The Government Centre Transit Centre is located on 107 Street south of 99 Avenue, adjacent to the Legislature grounds, and three blocks east of the Government Centre station. The transit centre is served by ETS, St. Albert Transit (StAT) and Strathcona County Transit (SCT). There are few amenities at the transit centre itself, other than a large shelter.

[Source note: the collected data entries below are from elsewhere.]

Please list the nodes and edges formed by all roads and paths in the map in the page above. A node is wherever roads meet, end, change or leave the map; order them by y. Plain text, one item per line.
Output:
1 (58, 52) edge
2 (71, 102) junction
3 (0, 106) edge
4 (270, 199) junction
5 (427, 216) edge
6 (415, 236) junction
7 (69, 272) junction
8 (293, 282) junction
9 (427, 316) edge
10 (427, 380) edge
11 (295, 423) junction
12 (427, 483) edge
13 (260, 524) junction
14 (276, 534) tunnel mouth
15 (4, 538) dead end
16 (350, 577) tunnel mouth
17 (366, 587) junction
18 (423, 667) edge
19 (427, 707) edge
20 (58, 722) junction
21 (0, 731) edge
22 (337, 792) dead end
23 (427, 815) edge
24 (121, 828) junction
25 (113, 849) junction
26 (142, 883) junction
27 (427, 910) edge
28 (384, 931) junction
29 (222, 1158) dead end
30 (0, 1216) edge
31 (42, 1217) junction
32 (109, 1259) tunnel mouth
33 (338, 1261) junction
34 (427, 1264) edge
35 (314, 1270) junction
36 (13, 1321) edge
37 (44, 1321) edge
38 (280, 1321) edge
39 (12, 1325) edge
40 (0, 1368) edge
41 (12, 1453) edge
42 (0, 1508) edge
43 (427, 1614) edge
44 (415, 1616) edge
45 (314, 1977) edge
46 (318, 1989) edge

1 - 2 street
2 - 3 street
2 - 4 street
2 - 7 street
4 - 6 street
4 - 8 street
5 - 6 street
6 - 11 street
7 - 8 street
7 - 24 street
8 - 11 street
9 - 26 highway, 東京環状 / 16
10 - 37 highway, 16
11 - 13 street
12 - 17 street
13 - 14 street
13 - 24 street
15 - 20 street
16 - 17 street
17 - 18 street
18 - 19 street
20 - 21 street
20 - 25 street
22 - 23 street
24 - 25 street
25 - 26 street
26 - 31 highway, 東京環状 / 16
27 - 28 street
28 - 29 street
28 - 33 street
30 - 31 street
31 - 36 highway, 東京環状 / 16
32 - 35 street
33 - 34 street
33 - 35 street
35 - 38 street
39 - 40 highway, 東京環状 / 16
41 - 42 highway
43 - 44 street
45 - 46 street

The following bus routes serve the transit centre:

| To/From | Routes |  |
|---|---|---|
| Castle Downs Transit Centre | 150X | ETS |
| Downtown | 120X, 130X, 150X, 208, 403, 413, 701 | ETS, StAT, SCT |
| Eaux Claires Transit Centre | 120X, 130X | ETS |
| Kingsway Transit Centre | 701 | ETS |
| MacEwan University | 208, 403, 413 | StAT, SCT |
| NAIT | 413 | SCT |
| Northgate Transit Centre | 120X | ETS |
| Sherwood Park Bethel Transit Terminal | 413 | SCT |
| Sherwood Park Ordze Transit Centre | 403 | SCT |
| Southgate Transit Centre | 701 | ETS |
| St. Albert Centre Exchange | 208 | StAT |
| St. Albert Nakî Transit Centre | 208 | StAT |
| Strathcona / Whyte Ave | 701 | ETS |

The above list does not include LRT services from the adjacent LRT station.